◆ Exercise aim ◆
Compute how many lines in the records below contain the string "Балтийская" and give that number without other output.

(Source data)
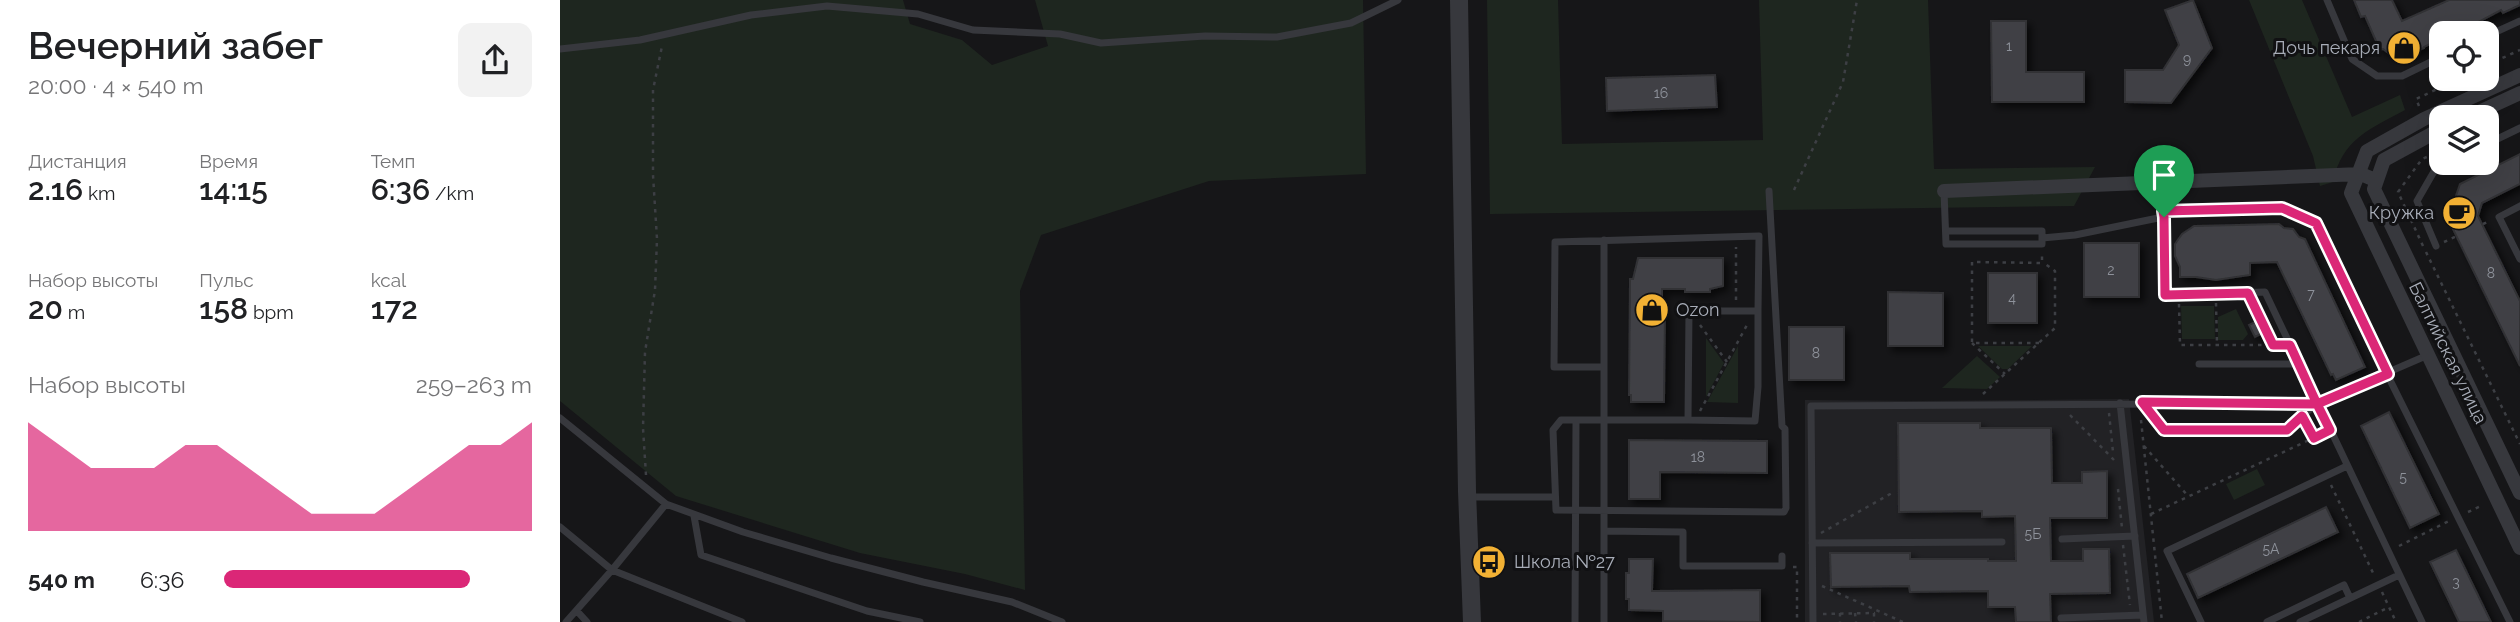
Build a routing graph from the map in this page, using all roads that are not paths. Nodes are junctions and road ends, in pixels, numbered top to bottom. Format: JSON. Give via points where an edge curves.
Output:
{"nodes":[{"id":1,"x":1398,"y":0,"type":"edge"},
{"id":2,"x":1459,"y":0,"type":"edge"},
{"id":3,"x":2327,"y":0,"type":"edge"},
{"id":4,"x":2520,"y":21,"type":"edge"},
{"id":5,"x":2499,"y":31,"type":"edge"},
{"id":6,"x":560,"y":49,"type":"edge"},
{"id":7,"x":2429,"y":63,"type":"edge"},
{"id":8,"x":2520,"y":75,"type":"edge"},
{"id":9,"x":2520,"y":93,"type":"edge"},
{"id":10,"x":2494,"y":105,"type":"edge"},
{"id":11,"x":2413,"y":125,"type":"junction"},
{"id":12,"x":2520,"y":128,"type":"edge"},
{"id":13,"x":2429,"y":136,"type":"edge"},
{"id":14,"x":2499,"y":138,"type":"edge"},
{"id":15,"x":2420,"y":140,"type":"junction"},
{"id":16,"x":2356,"y":174,"type":"junction"},
{"id":17,"x":2432,"y":175,"type":"edge"},
{"id":18,"x":2375,"y":180,"type":"junction"},
{"id":19,"x":1769,"y":191,"type":"dead end"},
{"id":20,"x":1944,"y":191,"type":"joint"},
{"id":21,"x":2520,"y":206,"type":"edge"},
{"id":22,"x":2164,"y":217,"type":"junction"},
{"id":23,"x":1945,"y":230,"type":"junction"},
{"id":24,"x":1604,"y":240,"type":"junction"},
{"id":25,"x":2042,"y":241,"type":"junction"},
{"id":26,"x":2436,"y":246,"type":"dead end"},
{"id":27,"x":2520,"y":259,"type":"edge"},
{"id":28,"x":1756,"y":311,"type":"junction"},
{"id":29,"x":2427,"y":355,"type":"junction"},
{"id":30,"x":2199,"y":364,"type":"dead end"},
{"id":31,"x":2299,"y":364,"type":"junction"},
{"id":32,"x":1603,"y":367,"type":"junction"},
{"id":33,"x":2388,"y":374,"type":"junction"},
{"id":34,"x":2120,"y":403,"type":"junction"},
{"id":35,"x":2140,"y":403,"type":"junction"},
{"id":36,"x":2317,"y":404,"type":"junction"},
{"id":37,"x":560,"y":418,"type":"edge"},
{"id":38,"x":1576,"y":420,"type":"junction"},
{"id":39,"x":1603,"y":420,"type":"junction"},
{"id":40,"x":1692,"y":420,"type":"junction"},
{"id":41,"x":2347,"y":466,"type":"junction"},
{"id":42,"x":2518,"y":483,"type":"edge"},
{"id":43,"x":1467,"y":497,"type":"junction"},
{"id":44,"x":1555,"y":497,"type":"junction"},
{"id":45,"x":666,"y":504,"type":"junction"},
{"id":46,"x":1576,"y":510,"type":"junction"},
{"id":47,"x":1605,"y":510,"type":"junction"},
{"id":48,"x":694,"y":516,"type":"junction"},
{"id":49,"x":560,"y":527,"type":"edge"},
{"id":50,"x":1604,"y":531,"type":"junction"},
{"id":51,"x":2135,"y":536,"type":"junction"},
{"id":52,"x":2062,"y":539,"type":"dead end"},
{"id":53,"x":1812,"y":540,"type":"junction"},
{"id":54,"x":2002,"y":542,"type":"dead end"},
{"id":55,"x":2520,"y":548,"type":"edge"},
{"id":56,"x":1782,"y":556,"type":"dead end"},
{"id":57,"x":612,"y":570,"type":"junction"},
{"id":58,"x":2399,"y":575,"type":"junction"},
{"id":59,"x":2350,"y":598,"type":"junction"},
{"id":60,"x":577,"y":611,"type":"junction"},
{"id":61,"x":1813,"y":618,"type":"edge"},
{"id":62,"x":2061,"y":618,"type":"dead end"},
{"id":63,"x":2144,"y":619,"type":"edge"},
{"id":64,"x":566,"y":622,"type":"edge"},
{"id":65,"x":587,"y":622,"type":"edge"},
{"id":66,"x":742,"y":622,"type":"edge"},
{"id":67,"x":920,"y":622,"type":"edge"},
{"id":68,"x":1062,"y":622,"type":"edge"},
{"id":69,"x":1472,"y":622,"type":"edge"},
{"id":70,"x":1575,"y":622,"type":"edge"},
{"id":71,"x":1604,"y":622,"type":"edge"},
{"id":72,"x":2201,"y":622,"type":"edge"},
{"id":73,"x":2267,"y":622,"type":"edge"},
{"id":74,"x":2300,"y":622,"type":"edge"},
{"id":75,"x":2422,"y":622,"type":"edge"},
{"id":76,"x":2510,"y":622,"type":"edge"}],
"edges":[{"from":1,"to":6,"type":"lane","via":[[1351,23],[1277,37],[1101,43],[1060,34],[973,30],[918,14],[827,6],[751,15],[640,40]]},
{"from":2,"to":43,"type":"street"},
{"from":3,"to":7,"type":"lane","via":[[2352,60],[2377,76],[2402,76]]},
{"from":4,"to":5,"type":"lane"},
{"from":8,"to":11,"type":"street"},
{"from":9,"to":10,"type":"street"},
{"from":11,"to":15,"type":"street","via":[[2412,134]]},
{"from":11,"to":16,"type":"street","via":[[2367,151]]},
{"from":12,"to":14,"type":"lane"},
{"from":13,"to":15,"type":"street"},
{"from":15,"to":18,"type":"street","via":[[2384,160]]},
{"from":16,"to":18,"type":"street"},
{"from":16,"to":20,"type":"street"},
{"from":16,"to":29,"type":"street","name":"Балтийская улица","via":[[2351,193]]},
{"from":17,"to":26,"type":"lane","via":[[2417,201]]},
{"from":18,"to":42,"type":"street","name":"Балтийская улица","via":[[2379,200]]},
{"from":19,"to":47,"type":"lane","via":[[1785,429],[1784,512]]},
{"from":20,"to":23,"type":"lane"},
{"from":21,"to":27,"type":"lane","via":[[2499,217]]},
{"from":22,"to":25,"type":"lane"},
{"from":22,"to":31,"type":"lane","via":[[2165,295],[2265,292]]},
{"from":22,"to":33,"type":"lane","via":[[2163,211],[2282,208],[2316,223]]},
{"from":23,"to":25,"type":"lane","via":[[2042,230]]},
{"from":23,"to":25,"type":"lane","via":[[1945,244]]},
{"from":24,"to":28,"type":"lane","via":[[1759,236]]},
{"from":24,"to":32,"type":"lane"},
{"from":24,"to":32,"type":"lane","via":[[1555,242],[1554,353],[1554,367]]},
{"from":28,"to":40,"type":"lane","via":[[1755,421]]},
{"from":28,"to":40,"type":"lane","via":[[1689,311]]},
{"from":29,"to":33,"type":"lane"},
{"from":29,"to":55,"type":"street","name":"Балтийская улица"},
{"from":30,"to":31,"type":"lane"},
{"from":31,"to":36,"type":"lane"},
{"from":32,"to":39,"type":"lane"},
{"from":33,"to":36,"type":"lane"},
{"from":33,"to":76,"type":"lane"},
{"from":34,"to":35,"type":"lane"},
{"from":34,"to":51,"type":"lane"},
{"from":34,"to":53,"type":"lane","via":[[1811,406]]},
{"from":35,"to":36,"type":"lane"},
{"from":35,"to":36,"type":"lane","via":[[2164,430],[2287,430]]},
{"from":36,"to":41,"type":"lane"},
{"from":37,"to":45,"type":"lane"},
{"from":38,"to":39,"type":"lane"},
{"from":38,"to":44,"type":"lane","via":[[1561,420],[1553,430]]},
{"from":38,"to":46,"type":"lane"},
{"from":39,"to":40,"type":"lane"},
{"from":39,"to":47,"type":"lane"},
{"from":41,"to":58,"type":"lane"},
{"from":41,"to":72,"type":"lane","via":[[2167,551]]},
{"from":43,"to":44,"type":"lane"},
{"from":43,"to":69,"type":"street"},
{"from":44,"to":46,"type":"lane","via":[[1556,510]]},
{"from":45,"to":48,"type":"lane"},
{"from":45,"to":57,"type":"lane"},
{"from":46,"to":47,"type":"lane"},
{"from":46,"to":70,"type":"lane"},
{"from":47,"to":50,"type":"lane"},
{"from":48,"to":67,"type":"lane","via":[[701,555],[867,611]]},
{"from":48,"to":68,"type":"lane","via":[[831,558],[1012,602]]},
{"from":49,"to":57,"type":"lane"},
{"from":50,"to":56,"type":"lane","via":[[1683,532],[1683,566],[1782,566]]},
{"from":50,"to":71,"type":"lane"},
{"from":51,"to":52,"type":"lane"},
{"from":51,"to":63,"type":"lane"},
{"from":53,"to":54,"type":"lane"},
{"from":53,"to":61,"type":"lane"},
{"from":57,"to":60,"type":"lane"},
{"from":57,"to":66,"type":"lane"},
{"from":58,"to":59,"type":"lane"},
{"from":58,"to":75,"type":"lane"},
{"from":59,"to":73,"type":"lane","via":[[2344,585]]},
{"from":59,"to":74,"type":"lane"},
{"from":60,"to":64,"type":"lane"},
{"from":60,"to":65,"type":"lane"},
{"from":62,"to":63,"type":"lane"}]}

◆ Written answer ◆
3